How to test the tension and the torque of the propeller on the ground and a vehicle test quickly and conveniently is a technical problem to be solved urgently in the field.

Disclosure of Invention

The invention aims to provide a method for measuring the tension and the torque of a propeller, which can quickly and conveniently test the tension and the torque of the propeller on the ground and a vehicle test at the same time.

The above object of the present invention can be achieved by the following technical solutions:

the invention provides a method for measuring the tension and the torque of a propeller, which comprises the following steps:

step S1: providing a propeller tension and torque measurement device, said measurement device comprising:

the propeller is connected with the upper end of the upper upright post in a rotatable manner;

the first measuring mechanism is provided with a tension measuring structure and a resistance measuring structure which are arranged on two opposite sides of the lower upright column along the rotating direction of the lower upright column;

the second measuring mechanism is provided with two torque measuring structures which are arranged on two opposite sides of the upper upright post along the rotating direction of the upper upright post;

the lower upright post is arranged vertically relative to the rotation axis of the base and the rotation axis of the upper upright post relative to the lower upright post;

step S2: starting the propeller, and measuring the wind speed through a wind speed measuring mechanism positioned in front of the incoming flow of the propeller;

step S3: monitoring and acquiring pressure data of the tension measuring structure, the resistance measuring structure and the torque measuring structure, and the rotating speed of the propeller;

step S4: and calculating the tension, resistance and torque of the propeller according to the wind speed, the rotating speed of the propeller and the pressure data.

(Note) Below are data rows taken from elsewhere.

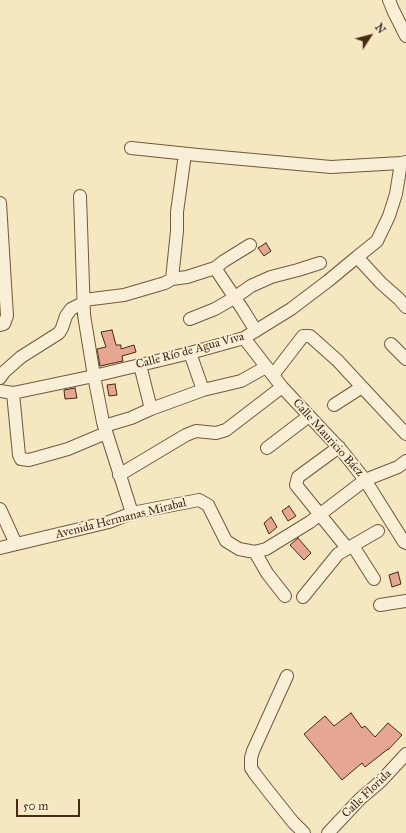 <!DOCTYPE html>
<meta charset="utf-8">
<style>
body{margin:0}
#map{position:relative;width:406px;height:833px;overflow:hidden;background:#f5e7c0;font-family:"IM FELL Great Primer",serif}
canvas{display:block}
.north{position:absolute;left:350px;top:16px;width:40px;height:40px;-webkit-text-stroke:3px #f8efd6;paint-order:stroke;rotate:54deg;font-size:11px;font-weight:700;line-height:16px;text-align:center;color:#472915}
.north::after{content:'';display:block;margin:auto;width:14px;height:18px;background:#472915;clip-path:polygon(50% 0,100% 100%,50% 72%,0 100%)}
.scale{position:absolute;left:16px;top:799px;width:64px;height:18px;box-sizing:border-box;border:2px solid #472915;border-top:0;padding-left:5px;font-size:12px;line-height:14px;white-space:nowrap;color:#472915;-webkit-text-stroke:3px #f8efd6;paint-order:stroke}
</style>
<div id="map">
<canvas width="406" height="833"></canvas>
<div class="north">N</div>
<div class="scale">50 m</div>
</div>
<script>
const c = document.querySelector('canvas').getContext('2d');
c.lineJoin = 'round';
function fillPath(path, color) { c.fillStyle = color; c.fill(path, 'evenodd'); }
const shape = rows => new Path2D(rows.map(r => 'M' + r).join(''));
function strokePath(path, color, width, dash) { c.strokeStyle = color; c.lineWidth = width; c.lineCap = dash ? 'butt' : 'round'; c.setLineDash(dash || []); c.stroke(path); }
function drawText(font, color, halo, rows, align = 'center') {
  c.font = font + ' "IM FELL Great Primer",serif'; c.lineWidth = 3.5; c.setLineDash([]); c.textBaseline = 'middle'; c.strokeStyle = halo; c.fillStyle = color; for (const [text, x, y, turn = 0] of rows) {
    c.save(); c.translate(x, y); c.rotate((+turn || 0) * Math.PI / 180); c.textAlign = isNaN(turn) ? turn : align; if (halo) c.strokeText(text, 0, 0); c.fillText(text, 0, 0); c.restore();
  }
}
const building = shape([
 [266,243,271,251,264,256,258,248,266,243],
 [112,330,116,345,121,345,121,349,134,345,136,352,122,356,123,361,100,366,97,349,106,347,101,332,112,330],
 [115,384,117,395,109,396,107,385,115,384],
 [75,388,77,398,65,399,64,390,75,388],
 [289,506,296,516,288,521,282,511,289,506],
 [271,517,277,527,269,534,264,523,271,517],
 [298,538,311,553,304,560,290,545,298,538],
 [398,572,401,584,392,587,389,575,398,572],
 [351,713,362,728,365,726,375,737,388,723,402,735,388,750,388,749,365,767,362,763,342,780,304,734,325,716,334,726,351,713]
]);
fillPath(building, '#e5a791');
strokePath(building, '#472915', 1);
const minor = shape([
 [389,0,393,10,406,36],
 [131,148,198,155,331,167,401,163],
 [406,162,401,163,396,194,389,216,377,241,357,257,381,283,399,299,406,307],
 [80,196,84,315,94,376,103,422,132,513],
 [0,203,7,316,4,324,0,325],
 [215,268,224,261,250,245],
 [172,279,177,231,177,212,185,154],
 [84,300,124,295,165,283,172,279,187,277,215,268,243,310,256,331],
 [190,319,215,309,234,298,251,286,271,277,298,270,320,263],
 [244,338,282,387,342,451,365,480,404,542,406,543],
 [391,344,406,359],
 [190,353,203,390],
 [140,365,151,409],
 [273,375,303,336,310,336,338,361,362,387,406,434],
 [0,378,4,372,21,357,59,333,62,328,66,316,71,309,79,305,84,304],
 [0,391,13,393,94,376,190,353,244,338,291,309,328,281,357,257],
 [13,393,19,455,21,459,29,460,68,449,106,433],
 [334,405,362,387],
 [104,426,131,418,151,409,203,390,241,381,266,367],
 [339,447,298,477,296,485,347,548],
 [267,448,309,416],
 [119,475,186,435,196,431,216,433,226,430,282,387],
 [0,509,16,544],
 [353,546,374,579],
 [0,548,109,522,132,513,199,500,208,505,226,541,239,549,255,552,266,549,310,522,365,480,398,467,406,461],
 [255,552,267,573,285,596],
 [303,597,338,554,378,531],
 [380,605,406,601],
 [287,676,253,751,251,758,251,768,255,774,269,792,293,822,304,833],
 [328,833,360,799,381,781,406,754]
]);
strokePath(minor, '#725840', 14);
strokePath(minor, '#f8efd6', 12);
drawText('12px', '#472915', '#f8efd6', [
 ["Calle Río de Agua Viva",190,351,-15],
 ["Calle Mauricio Báez",328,438,48],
 ["Avenida Hermanas Mirabal",121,519,-14],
 ["Calle Florida",367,794,-44]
]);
</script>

In an embodiment of the present invention, the method further includes:

step S5: calculating a forward ratio, a tension coefficient, a power coefficient and efficiency of the propeller according to the wind speed, the rotating speed of the propeller and the tension, resistance and torque of the propeller;

step S6: providing different wind speeds and the rotating speed of the propeller, and repeating the steps S3 to S5 to obtain corresponding curves of the tension, the resistance and the torque of the propeller under different forward ratios.

In an embodiment of the present invention, the tension measuring structure has a tension rod and a tension measuring sensor, the tension measuring sensor is disposed on the base, one end of the tension rod is connected to the lower column, and the other end of the tension rod can be in contact with or separated from the tension measuring sensor.

In an embodiment of the present invention, the resistance measuring structure has a resistance bar and a resistance measuring sensor, the resistance measuring sensor is disposed on the base, one end of the resistance bar is connected to the lower column, and the other end thereof can be in contact with or separated from the resistance measuring sensor.

In an embodiment of the present invention, the torque measuring structure includes a torque rod and a torque measuring sensor, the base is connected to a platform, the torque measuring sensor is disposed on the platform, one end of the torque rod is connected to the upper column, and the other end of the torque rod can be in contact with or separated from the torque measuring sensor.

In the embodiment of the invention, the upper end of the upper upright post is connected with a motor, and a rotating shaft of the motor is connected with the propeller; the propeller and the tension measuring structure are connected to the same side of the upper upright post and the lower upright post.

In an embodiment of the present invention, in step S5, the coefficient of tension of the propeller is calculated by using the following formula:

wherein, C_TIs the tension coefficient; d is the diameter of the propeller; n is the rotation speed of the propeller; t is the tension of the propeller; ρ is the air density.

In an embodiment of the present invention, in step S5, the power coefficient of the propeller is calculated by using the following formula:

wherein, C_PIs the power coefficient; d is the diameter of the propeller; n is the rotation speed of the propeller; p is the shaft power of the propeller; ρ is the air density.

In an embodiment of the present invention, in the step S5, the forward ratio of the propeller is calculated by using the following equation:

wherein λ is a forward ratio of the propeller; n is the rotation speed of the propeller; d is the diameter of the propeller; v is the flight velocity.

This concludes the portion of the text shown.